Understanding Generator Sizing & kVA Calculations

Specifying temporary power for construction sites, events, and emergency backup systems requires strict attention to electrical loads and engine mechanics. Sizing a generator purely based on the total kW load without factoring in Power Factor (cos φ) or continuous running limits will result in catastrophic failure, voltage drops, and severe engine damage.

1. The Difference Between kW and kVA

Generators are rated in kVA (Apparent Power), which is the total power the alternator can produce. However, most equipment is rated in kW (Real Power), which is the actual power consumed to perform work.

• Real Power (kW): The amount of power converted into useful work (heat, light, mechanical force).
• Reactive Power (kVAR): The power drawn by inductive loads (like motors and transformers) to sustain their magnetic fields, which does no useful work.
• Apparent Power (kVA): The vector sum of kW and kVAR. It is the total power the generator must physically supply.

2. Power Factor (cos φ) Explained

The Power Factor is the ratio of Real Power (kW) to Apparent Power (kVA). Unless you are running purely resistive loads (like incandescent heaters where the PF is 1.0), you must account for reactive power.

For standard commercial and industrial site setups involving motors, power tools, and LED drivers, the industry standard Power Factor is 0.8. This means that a 100 kVA generator will only supply 80 kW of usable real power.

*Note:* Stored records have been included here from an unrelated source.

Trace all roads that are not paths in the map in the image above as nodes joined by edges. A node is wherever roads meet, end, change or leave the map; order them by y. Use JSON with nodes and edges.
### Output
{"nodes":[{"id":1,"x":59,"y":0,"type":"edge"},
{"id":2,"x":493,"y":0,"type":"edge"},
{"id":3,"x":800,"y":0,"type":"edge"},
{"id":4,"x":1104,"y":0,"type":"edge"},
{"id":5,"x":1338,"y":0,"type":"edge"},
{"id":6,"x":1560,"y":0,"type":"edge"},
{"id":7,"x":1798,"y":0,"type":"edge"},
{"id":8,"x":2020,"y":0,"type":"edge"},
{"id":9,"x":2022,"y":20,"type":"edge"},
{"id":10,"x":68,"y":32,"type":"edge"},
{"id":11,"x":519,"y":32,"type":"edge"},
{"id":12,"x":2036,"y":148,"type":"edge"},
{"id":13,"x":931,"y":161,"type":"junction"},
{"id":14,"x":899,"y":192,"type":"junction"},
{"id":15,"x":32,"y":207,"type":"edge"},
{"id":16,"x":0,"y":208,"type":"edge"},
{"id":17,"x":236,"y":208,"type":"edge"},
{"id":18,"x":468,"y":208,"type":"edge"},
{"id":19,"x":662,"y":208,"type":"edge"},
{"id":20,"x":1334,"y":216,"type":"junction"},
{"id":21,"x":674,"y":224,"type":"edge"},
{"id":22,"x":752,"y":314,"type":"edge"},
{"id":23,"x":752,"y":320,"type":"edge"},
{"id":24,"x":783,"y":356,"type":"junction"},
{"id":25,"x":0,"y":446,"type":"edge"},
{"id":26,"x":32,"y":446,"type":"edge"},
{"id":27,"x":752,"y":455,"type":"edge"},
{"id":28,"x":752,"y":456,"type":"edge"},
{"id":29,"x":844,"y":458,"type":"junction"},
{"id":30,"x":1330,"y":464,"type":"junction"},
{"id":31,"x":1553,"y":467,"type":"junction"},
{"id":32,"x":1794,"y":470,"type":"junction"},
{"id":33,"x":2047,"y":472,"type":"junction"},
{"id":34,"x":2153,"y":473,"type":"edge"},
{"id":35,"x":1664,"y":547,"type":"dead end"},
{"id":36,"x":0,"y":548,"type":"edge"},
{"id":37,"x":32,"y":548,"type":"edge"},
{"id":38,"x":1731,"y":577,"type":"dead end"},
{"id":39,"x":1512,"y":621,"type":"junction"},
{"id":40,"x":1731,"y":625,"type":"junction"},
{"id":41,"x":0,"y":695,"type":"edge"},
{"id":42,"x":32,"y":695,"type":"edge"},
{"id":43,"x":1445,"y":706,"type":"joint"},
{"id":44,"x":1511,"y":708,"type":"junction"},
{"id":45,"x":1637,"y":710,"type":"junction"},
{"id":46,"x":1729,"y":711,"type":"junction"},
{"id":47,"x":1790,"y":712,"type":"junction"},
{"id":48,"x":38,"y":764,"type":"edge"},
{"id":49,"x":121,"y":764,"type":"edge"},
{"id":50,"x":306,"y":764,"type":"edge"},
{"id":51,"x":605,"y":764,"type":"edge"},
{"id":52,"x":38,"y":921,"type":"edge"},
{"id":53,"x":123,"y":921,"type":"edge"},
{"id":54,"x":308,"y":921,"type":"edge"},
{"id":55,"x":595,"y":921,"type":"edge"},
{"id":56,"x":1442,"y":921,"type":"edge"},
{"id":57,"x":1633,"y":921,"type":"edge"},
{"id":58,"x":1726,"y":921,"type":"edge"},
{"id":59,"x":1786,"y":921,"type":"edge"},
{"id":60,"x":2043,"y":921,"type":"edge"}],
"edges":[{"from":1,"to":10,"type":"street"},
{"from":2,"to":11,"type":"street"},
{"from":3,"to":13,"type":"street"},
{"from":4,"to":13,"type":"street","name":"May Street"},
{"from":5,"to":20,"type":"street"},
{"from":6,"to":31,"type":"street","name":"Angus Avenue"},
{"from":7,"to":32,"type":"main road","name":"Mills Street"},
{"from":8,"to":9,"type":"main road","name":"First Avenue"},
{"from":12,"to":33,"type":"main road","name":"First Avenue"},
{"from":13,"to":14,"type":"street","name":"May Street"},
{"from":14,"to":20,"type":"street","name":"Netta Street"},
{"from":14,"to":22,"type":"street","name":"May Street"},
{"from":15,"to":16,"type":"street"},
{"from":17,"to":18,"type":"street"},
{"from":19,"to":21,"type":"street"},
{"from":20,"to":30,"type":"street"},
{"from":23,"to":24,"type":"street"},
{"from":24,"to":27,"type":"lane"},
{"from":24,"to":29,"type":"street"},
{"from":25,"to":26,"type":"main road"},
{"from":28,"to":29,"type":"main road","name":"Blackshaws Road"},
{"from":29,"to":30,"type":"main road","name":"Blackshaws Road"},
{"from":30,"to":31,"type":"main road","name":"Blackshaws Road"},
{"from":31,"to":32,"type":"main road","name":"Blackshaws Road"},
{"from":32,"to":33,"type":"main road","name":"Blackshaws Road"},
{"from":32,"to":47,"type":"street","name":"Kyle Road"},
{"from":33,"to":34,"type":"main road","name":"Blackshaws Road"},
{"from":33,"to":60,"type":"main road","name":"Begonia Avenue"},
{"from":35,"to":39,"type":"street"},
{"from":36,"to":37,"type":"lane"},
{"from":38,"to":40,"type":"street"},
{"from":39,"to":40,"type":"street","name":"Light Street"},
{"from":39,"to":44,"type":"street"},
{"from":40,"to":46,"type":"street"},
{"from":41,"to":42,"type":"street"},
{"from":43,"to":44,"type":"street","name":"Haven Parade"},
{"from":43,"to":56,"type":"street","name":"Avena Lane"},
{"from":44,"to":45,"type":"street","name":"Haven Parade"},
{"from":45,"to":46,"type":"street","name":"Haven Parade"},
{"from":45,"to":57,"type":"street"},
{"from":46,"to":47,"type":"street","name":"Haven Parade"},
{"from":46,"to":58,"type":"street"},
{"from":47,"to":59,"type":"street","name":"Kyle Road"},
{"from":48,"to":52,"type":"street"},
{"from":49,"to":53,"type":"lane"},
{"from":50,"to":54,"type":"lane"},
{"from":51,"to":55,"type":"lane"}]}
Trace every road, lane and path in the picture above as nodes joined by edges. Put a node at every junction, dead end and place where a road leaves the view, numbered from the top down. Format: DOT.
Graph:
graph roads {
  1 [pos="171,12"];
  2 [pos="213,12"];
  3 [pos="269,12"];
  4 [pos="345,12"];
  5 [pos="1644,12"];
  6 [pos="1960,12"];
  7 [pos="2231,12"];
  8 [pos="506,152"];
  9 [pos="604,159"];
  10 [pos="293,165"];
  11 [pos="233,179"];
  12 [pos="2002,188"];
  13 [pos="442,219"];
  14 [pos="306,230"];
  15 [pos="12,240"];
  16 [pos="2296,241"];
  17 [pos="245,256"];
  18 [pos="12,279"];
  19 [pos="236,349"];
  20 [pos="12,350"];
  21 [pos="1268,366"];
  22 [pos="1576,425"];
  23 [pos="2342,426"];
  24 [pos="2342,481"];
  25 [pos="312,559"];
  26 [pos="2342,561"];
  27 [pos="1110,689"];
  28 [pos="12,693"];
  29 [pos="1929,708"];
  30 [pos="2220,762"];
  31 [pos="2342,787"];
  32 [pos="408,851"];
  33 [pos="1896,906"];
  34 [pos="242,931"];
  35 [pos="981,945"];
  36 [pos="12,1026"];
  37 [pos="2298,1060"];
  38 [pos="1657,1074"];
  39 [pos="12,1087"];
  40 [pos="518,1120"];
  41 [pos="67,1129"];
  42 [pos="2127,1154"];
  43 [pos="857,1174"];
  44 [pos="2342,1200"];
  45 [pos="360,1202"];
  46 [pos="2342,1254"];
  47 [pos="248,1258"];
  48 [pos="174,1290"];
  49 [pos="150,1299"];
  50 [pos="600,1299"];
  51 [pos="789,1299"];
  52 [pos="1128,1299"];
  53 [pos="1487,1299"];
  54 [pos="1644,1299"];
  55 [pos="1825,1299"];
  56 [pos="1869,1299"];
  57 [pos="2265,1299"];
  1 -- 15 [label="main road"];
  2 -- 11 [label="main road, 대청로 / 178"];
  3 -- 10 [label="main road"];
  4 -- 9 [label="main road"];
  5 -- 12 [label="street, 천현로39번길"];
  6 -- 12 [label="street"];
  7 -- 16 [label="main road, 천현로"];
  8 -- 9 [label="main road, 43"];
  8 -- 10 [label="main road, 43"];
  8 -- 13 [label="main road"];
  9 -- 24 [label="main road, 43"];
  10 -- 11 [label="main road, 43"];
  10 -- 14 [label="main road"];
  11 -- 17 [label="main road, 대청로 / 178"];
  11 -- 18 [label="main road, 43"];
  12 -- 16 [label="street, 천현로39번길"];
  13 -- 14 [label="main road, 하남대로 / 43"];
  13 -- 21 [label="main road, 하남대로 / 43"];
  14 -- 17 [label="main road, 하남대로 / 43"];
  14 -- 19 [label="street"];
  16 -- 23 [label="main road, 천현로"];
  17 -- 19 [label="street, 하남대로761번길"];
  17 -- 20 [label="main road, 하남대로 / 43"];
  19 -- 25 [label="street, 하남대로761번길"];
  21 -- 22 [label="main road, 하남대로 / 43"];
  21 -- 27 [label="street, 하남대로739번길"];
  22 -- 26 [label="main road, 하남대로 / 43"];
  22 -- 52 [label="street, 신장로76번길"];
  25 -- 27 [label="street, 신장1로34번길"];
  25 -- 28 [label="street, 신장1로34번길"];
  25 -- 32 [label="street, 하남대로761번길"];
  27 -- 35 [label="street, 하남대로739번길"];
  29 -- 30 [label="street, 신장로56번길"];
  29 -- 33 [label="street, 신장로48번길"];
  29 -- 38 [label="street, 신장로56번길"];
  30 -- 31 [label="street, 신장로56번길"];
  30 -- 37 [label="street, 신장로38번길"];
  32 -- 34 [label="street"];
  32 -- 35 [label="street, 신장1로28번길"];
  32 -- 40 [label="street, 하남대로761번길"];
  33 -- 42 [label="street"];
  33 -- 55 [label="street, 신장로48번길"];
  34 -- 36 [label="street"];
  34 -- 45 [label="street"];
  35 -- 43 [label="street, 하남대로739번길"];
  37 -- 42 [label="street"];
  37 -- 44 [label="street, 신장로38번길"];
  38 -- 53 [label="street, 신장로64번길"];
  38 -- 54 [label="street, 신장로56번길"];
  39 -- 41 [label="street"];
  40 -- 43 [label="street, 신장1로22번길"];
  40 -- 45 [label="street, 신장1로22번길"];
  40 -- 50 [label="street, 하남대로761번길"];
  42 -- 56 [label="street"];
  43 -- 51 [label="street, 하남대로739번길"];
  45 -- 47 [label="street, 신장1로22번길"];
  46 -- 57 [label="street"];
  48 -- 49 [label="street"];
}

3. The 80% Continuous Running Rule

Diesel generators should never be run at 100% of their Prime Rating continuously. Doing so causes engine overheating and alternator degradation.

Conversely, running a diesel generator on a very light load (under 30%) causes "bore glazing" (unburnt fuel and oil baking onto the cylinder walls), destroying engine efficiency. The engineering best practice is to size your generator so that your maximum sustained, continuous load operates at exactly 80% of the generator's total capacity.